I saw it leaning against a shelf, forlorn and forgotten, getting colder by the second. Cheerful employees maniacally buzzed to and fro right in front of it. I knew the generic plastic white bag, and all its contents, belonged to me.
Meanwhile, I helplessly watched, vying for the title of most neglected customer. I needed attention. I tried waving my hands above my head in the crowded shop; lying stomach down on the stainless steel countertop and flailing my arms and legs; displaying a whopping white flag and shouting “Excuse me!” none of which offered solace or garnered assistance. The grapefruit size silver hoop earrings worn by the man behind me got more notice.
We were on our way to a movie theater; I had ordered take-out from a popular burger place. As is customary when my family attends movies, I carried a handbag the size of the state of Rhode Island; perfect for filling with our own delectables. Who needs Skittles, Raisinets or the standard vat of school-bus hued popcorn?
Damn! All I wanted was my already paid for order. A projected fifteen minute wait had stretched to thirty, and I was on a schedule. Stupers (short for unfeasibly stupid persons) stood between our theatrical feast and me.
I’d been waiting for the customer before me to get her pecan pie order and leave. Slicing a piece evidently required as much preparation and clearance as securing a taxi for Mr. President. The worker in charge of cutting the pie polished his knife so carefully, that when he paused to view his image in it, he smiled and stated, “I could practically count my nose hairs on this thing.”
The actual slicing and dishing out took a solid three minutes. I could wait no longer. I felt bitter and alone. Visions of screaming uncontrollably danced in my head.
Fortunately, the bitterness didn’t last long. While grousing about the shop’s imperfections, I came to an understanding. All the employees looked happy and hard working. They were doing their best. Granted, I was in a rush and my order was only six feet away from me. So what if the hamburgers and fries were lukewarm? They’d hardly stay hot on our trek to the theater anyway. Would I be happier if I threw an enormous tantrum, demanded my money back and gave a lengthy lecture on the care and handling of waiting customers? Maybe. But I knew that if I took their lack of prompt, efficient, attentive service in stride and displayed kindness instead of madness, I’d feel happier.
I lassoed the dedicated latte-making employee and asked her, very pleasantly, to hand over my order. She said, “I’ll have to get someone else to do that for you.” But when she realized that all she had to do was grab and pass, she gave me my bag. (Oh, don’t worry; I untied her before I left).
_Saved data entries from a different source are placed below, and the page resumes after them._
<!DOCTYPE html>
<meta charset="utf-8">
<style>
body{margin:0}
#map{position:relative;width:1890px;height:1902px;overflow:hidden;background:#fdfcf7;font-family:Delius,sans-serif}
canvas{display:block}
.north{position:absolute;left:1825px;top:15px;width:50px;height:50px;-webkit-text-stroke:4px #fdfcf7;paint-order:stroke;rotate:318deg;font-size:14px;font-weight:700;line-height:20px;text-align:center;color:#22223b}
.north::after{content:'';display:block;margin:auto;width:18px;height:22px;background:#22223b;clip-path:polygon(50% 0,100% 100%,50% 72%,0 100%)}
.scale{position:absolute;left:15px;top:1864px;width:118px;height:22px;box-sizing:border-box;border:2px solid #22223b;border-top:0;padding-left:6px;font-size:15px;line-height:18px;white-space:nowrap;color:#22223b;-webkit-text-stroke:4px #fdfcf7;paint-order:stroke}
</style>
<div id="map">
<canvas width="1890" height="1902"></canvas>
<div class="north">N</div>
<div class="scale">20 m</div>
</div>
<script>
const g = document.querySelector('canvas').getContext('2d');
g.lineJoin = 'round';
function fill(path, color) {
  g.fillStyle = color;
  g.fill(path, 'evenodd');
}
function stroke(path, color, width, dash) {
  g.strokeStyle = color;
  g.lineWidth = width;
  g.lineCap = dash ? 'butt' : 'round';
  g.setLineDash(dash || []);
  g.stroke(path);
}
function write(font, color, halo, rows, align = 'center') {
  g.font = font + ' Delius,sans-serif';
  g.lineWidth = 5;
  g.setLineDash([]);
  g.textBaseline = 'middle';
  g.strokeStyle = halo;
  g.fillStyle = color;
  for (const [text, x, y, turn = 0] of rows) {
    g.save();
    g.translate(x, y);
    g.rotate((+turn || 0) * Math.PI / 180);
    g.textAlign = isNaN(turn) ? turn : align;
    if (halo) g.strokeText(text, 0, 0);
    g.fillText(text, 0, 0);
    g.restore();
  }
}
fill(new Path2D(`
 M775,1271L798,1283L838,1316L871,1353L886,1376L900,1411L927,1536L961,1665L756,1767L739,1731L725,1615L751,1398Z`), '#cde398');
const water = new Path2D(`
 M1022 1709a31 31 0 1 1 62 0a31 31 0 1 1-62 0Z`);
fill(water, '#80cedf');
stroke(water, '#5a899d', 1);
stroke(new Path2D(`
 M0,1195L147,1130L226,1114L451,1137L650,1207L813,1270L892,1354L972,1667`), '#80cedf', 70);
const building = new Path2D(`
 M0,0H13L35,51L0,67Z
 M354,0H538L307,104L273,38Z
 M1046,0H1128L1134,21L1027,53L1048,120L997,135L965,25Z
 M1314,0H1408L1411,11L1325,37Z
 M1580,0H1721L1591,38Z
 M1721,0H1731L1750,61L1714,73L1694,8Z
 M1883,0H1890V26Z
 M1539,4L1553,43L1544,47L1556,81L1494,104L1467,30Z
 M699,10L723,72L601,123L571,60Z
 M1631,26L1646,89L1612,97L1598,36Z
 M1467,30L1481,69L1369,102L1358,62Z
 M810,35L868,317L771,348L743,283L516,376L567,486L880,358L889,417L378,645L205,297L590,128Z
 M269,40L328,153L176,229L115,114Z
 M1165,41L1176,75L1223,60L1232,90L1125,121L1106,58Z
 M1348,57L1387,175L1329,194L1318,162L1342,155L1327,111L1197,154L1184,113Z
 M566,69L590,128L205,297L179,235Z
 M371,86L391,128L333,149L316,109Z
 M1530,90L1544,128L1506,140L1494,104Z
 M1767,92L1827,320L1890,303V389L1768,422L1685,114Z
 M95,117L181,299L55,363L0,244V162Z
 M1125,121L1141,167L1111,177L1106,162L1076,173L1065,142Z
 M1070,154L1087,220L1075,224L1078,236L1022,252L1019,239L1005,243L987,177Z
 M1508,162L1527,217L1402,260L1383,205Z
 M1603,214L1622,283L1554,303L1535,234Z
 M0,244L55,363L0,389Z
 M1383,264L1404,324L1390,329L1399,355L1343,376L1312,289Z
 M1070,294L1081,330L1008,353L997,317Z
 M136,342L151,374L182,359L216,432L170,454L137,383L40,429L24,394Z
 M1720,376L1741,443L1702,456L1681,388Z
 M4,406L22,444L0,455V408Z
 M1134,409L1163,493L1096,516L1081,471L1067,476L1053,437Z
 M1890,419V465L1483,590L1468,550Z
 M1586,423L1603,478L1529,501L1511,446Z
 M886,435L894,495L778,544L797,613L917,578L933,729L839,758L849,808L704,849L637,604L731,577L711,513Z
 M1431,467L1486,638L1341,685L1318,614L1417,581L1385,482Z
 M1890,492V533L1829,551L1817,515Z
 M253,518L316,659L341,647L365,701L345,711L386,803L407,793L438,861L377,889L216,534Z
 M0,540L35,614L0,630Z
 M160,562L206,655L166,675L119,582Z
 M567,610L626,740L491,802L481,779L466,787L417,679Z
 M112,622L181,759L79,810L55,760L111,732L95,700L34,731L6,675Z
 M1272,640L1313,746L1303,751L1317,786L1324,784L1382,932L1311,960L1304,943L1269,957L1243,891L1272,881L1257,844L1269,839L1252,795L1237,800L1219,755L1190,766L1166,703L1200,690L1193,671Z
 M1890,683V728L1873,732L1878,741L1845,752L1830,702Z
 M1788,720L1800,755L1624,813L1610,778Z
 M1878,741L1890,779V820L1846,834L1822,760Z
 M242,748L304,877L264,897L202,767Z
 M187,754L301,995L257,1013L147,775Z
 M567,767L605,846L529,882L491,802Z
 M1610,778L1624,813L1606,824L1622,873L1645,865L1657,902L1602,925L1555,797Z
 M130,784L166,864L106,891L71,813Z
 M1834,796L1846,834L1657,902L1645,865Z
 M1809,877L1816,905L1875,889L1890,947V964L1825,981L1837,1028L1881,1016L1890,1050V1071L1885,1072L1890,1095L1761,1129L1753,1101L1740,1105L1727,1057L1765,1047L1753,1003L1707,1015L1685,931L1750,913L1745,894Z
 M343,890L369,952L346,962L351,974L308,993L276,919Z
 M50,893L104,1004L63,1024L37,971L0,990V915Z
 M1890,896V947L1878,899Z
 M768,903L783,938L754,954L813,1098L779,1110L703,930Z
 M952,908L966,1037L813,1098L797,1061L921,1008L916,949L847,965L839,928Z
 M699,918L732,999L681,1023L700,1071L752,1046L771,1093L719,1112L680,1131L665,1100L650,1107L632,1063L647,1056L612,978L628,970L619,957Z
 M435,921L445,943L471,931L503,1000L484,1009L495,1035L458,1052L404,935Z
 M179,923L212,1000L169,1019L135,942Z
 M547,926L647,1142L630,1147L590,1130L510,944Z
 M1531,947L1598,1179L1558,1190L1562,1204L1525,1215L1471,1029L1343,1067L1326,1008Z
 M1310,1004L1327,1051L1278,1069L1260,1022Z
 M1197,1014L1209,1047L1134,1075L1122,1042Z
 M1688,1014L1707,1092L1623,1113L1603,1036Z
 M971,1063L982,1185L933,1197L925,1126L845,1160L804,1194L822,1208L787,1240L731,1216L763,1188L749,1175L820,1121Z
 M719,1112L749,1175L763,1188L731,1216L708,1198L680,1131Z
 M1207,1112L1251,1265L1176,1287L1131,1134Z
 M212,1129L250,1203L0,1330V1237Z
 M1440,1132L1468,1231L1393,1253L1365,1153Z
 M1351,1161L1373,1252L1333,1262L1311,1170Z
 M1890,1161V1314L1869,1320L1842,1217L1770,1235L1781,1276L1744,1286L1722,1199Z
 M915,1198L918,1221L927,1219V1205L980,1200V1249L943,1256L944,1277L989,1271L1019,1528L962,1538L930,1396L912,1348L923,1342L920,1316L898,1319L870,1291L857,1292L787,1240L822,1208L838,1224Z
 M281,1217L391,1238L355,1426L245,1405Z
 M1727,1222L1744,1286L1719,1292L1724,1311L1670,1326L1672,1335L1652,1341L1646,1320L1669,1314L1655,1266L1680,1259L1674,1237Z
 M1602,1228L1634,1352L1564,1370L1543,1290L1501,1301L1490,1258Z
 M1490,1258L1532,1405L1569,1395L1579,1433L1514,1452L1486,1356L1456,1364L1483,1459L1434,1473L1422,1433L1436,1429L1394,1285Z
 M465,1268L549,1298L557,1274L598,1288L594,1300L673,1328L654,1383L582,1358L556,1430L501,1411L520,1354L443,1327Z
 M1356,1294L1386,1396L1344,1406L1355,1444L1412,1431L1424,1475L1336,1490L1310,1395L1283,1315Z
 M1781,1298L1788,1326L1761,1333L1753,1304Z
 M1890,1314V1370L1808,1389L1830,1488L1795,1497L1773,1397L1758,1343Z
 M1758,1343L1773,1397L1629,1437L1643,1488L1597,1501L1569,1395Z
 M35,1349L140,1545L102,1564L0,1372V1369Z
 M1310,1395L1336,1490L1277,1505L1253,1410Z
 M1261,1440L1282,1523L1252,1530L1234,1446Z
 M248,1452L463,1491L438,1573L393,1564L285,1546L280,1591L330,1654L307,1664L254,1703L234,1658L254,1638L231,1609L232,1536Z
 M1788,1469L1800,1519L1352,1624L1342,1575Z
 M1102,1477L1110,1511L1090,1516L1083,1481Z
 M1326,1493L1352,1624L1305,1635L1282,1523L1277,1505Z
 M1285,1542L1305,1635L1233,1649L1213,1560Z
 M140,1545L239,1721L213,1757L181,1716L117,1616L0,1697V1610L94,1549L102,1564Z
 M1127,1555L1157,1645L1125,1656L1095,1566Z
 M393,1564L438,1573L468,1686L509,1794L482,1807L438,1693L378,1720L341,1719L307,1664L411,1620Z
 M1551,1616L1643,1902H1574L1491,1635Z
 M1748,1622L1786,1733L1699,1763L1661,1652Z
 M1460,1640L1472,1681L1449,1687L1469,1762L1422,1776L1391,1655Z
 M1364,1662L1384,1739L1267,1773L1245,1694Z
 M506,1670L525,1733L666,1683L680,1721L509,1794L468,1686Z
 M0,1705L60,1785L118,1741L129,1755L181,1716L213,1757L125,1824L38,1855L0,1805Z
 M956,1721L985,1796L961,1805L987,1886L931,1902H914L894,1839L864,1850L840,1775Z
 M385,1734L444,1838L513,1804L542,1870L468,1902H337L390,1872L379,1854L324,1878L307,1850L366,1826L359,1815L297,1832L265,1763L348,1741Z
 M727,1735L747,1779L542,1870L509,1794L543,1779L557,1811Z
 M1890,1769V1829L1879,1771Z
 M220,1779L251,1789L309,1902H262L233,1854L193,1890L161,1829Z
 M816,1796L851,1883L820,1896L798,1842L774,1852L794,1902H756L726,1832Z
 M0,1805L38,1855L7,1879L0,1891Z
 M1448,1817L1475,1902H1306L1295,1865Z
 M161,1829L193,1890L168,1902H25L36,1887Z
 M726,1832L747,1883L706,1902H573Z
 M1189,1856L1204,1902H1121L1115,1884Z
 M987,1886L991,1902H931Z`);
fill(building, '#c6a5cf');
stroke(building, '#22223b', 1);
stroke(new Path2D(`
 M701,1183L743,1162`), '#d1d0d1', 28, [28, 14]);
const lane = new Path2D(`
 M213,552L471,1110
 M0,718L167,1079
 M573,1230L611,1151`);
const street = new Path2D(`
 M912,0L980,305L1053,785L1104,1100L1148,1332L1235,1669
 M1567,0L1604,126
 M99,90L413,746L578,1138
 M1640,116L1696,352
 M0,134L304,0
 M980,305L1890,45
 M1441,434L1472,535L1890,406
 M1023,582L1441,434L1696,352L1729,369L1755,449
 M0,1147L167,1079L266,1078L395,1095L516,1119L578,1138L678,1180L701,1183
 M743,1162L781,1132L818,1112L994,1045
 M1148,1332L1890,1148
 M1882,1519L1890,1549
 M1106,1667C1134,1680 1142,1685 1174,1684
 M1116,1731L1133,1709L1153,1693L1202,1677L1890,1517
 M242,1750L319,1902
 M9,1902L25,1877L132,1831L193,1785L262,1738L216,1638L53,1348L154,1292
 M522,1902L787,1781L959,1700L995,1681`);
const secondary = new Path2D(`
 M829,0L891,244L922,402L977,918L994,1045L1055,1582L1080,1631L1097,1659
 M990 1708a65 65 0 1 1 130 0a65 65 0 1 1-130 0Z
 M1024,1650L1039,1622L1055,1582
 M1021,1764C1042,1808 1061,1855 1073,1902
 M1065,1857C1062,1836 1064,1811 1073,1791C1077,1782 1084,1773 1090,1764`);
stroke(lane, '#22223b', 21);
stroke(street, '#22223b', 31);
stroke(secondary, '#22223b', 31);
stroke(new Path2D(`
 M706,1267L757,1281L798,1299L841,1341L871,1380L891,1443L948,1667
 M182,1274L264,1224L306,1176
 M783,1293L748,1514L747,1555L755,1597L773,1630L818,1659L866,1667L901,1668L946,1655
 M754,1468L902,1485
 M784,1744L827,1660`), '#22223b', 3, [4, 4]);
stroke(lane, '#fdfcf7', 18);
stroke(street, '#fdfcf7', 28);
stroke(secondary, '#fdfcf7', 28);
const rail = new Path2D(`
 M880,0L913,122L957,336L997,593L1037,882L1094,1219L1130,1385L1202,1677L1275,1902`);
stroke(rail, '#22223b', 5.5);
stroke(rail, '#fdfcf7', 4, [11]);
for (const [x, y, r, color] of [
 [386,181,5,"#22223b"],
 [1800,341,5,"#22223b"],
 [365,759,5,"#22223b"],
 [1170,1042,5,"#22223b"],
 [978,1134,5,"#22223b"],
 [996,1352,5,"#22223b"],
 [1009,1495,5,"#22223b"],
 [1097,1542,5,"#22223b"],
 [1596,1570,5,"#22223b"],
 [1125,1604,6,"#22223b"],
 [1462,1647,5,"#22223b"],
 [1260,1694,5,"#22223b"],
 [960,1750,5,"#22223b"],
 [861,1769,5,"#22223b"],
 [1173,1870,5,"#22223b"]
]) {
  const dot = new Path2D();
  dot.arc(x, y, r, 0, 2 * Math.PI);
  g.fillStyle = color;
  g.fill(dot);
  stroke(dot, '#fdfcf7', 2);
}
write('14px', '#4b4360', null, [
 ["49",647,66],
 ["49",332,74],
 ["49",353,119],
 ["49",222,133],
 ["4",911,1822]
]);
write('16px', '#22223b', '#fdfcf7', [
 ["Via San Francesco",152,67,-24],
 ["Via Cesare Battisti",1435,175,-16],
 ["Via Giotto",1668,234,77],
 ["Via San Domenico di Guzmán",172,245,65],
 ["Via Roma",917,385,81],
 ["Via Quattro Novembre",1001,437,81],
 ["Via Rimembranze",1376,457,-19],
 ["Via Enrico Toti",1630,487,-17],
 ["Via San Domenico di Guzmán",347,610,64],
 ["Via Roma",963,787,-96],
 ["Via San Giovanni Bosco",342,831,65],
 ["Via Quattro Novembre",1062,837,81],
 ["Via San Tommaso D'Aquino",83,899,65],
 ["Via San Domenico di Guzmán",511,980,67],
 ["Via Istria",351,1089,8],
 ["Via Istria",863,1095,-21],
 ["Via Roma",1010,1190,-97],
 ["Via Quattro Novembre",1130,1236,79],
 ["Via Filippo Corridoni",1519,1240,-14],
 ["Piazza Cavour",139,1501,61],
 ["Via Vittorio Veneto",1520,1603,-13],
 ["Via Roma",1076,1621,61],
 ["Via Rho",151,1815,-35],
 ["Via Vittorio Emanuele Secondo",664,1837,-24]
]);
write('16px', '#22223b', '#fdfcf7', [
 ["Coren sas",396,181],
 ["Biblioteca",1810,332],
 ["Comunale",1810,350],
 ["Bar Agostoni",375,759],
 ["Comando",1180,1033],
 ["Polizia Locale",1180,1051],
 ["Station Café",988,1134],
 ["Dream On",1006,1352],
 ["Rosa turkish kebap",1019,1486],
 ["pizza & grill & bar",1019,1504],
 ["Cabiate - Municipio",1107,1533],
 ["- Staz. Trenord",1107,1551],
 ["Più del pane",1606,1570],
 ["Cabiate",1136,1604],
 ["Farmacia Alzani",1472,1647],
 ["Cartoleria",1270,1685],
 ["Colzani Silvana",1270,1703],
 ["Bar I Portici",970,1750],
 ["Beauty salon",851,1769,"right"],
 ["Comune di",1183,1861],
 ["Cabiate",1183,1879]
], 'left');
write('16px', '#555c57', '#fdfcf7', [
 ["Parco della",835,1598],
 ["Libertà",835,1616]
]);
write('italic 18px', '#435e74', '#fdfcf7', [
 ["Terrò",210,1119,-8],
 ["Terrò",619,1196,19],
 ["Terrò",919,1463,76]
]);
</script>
As with most relationships, you take the good with the stupid. I knew I was right. It was no great challenge for any one of the four employees to pause a few seconds from taking an order or a payment or to reach out between creating cappuccinos to give me my order. But I also knew that sometimes, it’s better to be kind than right.
I sincerely hope that I’ve set a good example of tolerance and patience for my dear, intelligent readers. Happy New Year and my very best wishes to all!